If you are going to use the file remotely (i.e. over HTTP or FTP protocol), you should ensure the file is world-readable on your server.
Each custom file that you configure the VEP to use can be configured. Beyond the filepath, there are further options, each of which is specified in a comma-separated list, for example:
perl variant_effect_predictor.pl -custom myFeatures.gff.gz,myFeatures,gff,overlap,0 perl variant_effect_predictor.pl -custom frequencies.bw,Frequency,bigwig,exact,0 perl variant_effect_predictor.pl -custom http://www.myserver.com/data/myPhenotypes.bed.gz,Phenotype,bed,exact,1
The options are as follows:
- Filename : The path to the file. For tabix indexed files, the VEP will check that both the file and the corresponding .tbi file exist. For remote files, the VEP will check that the tabix index is accessible on startup.
- Short name : A name for the annotation that will appear as the key in the key=value pairs in the results. If not defined, this will default to e.g. "Custom1" for the first set of annotation added.
- File type : One of "bed", "gff", "gtf", "vcf", "bigwig". If not specified, the VEP assumes the file is BED format.
- Annotation type : One of "exact", "overlap". When using "exact" only annotations whose coordinates match exactly those of the variant will be reported. This would be suitable for position specific information such as conservation scores, allele frequencies or phenotype information. Using "overlap", any annotation that overlaps the variant by even 1bp will be reported.
- Force report coordinates : One of "0" or "1" (if left blank assumed to be "0") - if set to "1", this forces the VEP to output the coordinates of an overlapping custom feature instead of any found identifier (or value in the case of bigWig) field. If set to "0" (the default), the VEP will output the identifier field if one is found; if none is found, then the coordinates are used instead.
- VCF fields : if any field names are specified that are found in the info field of the VCF, these will also be added as custom annotations. Only applies when using VCF format custom files.

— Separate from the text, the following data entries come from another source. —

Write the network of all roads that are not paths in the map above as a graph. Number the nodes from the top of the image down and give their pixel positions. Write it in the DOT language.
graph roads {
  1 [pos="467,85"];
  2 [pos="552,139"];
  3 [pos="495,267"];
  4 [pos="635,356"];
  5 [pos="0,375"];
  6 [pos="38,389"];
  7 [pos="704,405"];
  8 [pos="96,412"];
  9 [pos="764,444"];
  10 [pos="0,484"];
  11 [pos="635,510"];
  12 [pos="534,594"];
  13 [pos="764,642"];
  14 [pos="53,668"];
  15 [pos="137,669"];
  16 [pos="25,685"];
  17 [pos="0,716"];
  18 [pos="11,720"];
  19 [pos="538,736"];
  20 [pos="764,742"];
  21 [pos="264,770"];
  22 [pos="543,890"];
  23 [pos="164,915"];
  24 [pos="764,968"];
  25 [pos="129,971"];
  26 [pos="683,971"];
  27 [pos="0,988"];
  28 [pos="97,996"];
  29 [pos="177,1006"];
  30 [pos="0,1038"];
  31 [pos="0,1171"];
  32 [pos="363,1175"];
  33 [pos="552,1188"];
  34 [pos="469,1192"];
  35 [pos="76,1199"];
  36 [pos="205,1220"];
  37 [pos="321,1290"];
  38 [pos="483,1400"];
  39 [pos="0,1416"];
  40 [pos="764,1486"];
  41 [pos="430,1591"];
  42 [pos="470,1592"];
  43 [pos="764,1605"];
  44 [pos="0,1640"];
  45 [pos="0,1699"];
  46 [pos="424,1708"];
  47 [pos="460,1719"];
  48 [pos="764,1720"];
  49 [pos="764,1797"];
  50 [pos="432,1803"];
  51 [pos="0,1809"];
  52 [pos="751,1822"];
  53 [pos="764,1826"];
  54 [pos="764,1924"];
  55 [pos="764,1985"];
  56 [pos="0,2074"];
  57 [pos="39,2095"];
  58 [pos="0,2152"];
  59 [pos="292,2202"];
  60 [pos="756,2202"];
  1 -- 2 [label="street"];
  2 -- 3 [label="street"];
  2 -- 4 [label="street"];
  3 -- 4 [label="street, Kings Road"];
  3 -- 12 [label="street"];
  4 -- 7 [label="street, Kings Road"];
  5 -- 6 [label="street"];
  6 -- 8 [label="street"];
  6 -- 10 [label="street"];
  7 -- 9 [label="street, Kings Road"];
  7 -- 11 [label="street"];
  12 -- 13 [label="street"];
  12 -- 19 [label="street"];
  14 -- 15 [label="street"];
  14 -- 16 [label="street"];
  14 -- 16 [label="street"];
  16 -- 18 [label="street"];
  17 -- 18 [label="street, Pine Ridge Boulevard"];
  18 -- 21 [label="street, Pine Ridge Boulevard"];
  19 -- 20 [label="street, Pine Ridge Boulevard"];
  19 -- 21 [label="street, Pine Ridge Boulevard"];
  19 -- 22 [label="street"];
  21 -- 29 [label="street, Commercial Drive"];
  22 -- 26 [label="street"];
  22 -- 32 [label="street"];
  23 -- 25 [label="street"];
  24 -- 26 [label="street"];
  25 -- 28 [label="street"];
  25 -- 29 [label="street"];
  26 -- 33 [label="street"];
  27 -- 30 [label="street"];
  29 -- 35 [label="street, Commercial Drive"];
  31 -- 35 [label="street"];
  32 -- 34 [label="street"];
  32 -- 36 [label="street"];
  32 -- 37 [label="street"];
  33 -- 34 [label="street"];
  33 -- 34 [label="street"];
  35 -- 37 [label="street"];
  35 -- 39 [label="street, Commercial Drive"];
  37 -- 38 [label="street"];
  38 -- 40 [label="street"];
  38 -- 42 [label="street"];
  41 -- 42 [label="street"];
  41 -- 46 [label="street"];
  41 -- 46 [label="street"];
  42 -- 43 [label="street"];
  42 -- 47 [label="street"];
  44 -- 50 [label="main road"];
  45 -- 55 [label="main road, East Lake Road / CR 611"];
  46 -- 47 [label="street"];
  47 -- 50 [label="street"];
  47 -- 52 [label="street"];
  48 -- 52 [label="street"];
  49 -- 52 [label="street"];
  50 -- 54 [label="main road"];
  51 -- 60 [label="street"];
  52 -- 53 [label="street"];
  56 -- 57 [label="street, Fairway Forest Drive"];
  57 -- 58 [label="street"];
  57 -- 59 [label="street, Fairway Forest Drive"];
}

All options (apart from the filename) are optional and their absence will invoke the default behaviour.
Using remote files
The tabix utility makes it possible to read annotation files from remote locations, for example over HTTP or FTP protocols. In order to do this, the .tbi index file is downloaded locally (to the current working directory) when the VEP is run. From this point on, only the portions of data requested by the script (i.e. those overlapping the variants in your input file) are downloaded. Users should be aware, however, that it is still possible to cause problems with network traffic in this manner by requesting data for a large number of variants. Users with large amounts of data should download the annotation file locally rather than risk causing any issues!

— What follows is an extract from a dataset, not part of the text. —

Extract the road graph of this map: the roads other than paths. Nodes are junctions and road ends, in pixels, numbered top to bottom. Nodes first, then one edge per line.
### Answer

bigWig files can also be used remotely in the same way as tabix-indexed files, although less stringent checks are carried out on VEP startup. Furthermore, when using bigWig files, the VEP generates temporary files that by default are written to the /tmp/ directory - to override this, use the --tmpdir /my/tmp/dir flag.
Annotating existing results
It is possible to add custom annotation to existing VEP results files. To do this, you need to specify the --no_consequence option, and provide your VEP output file as the input file for the script. The script should auto-detect the format of the file; if it does not, you can force it to read the file as VEP output using --format vep.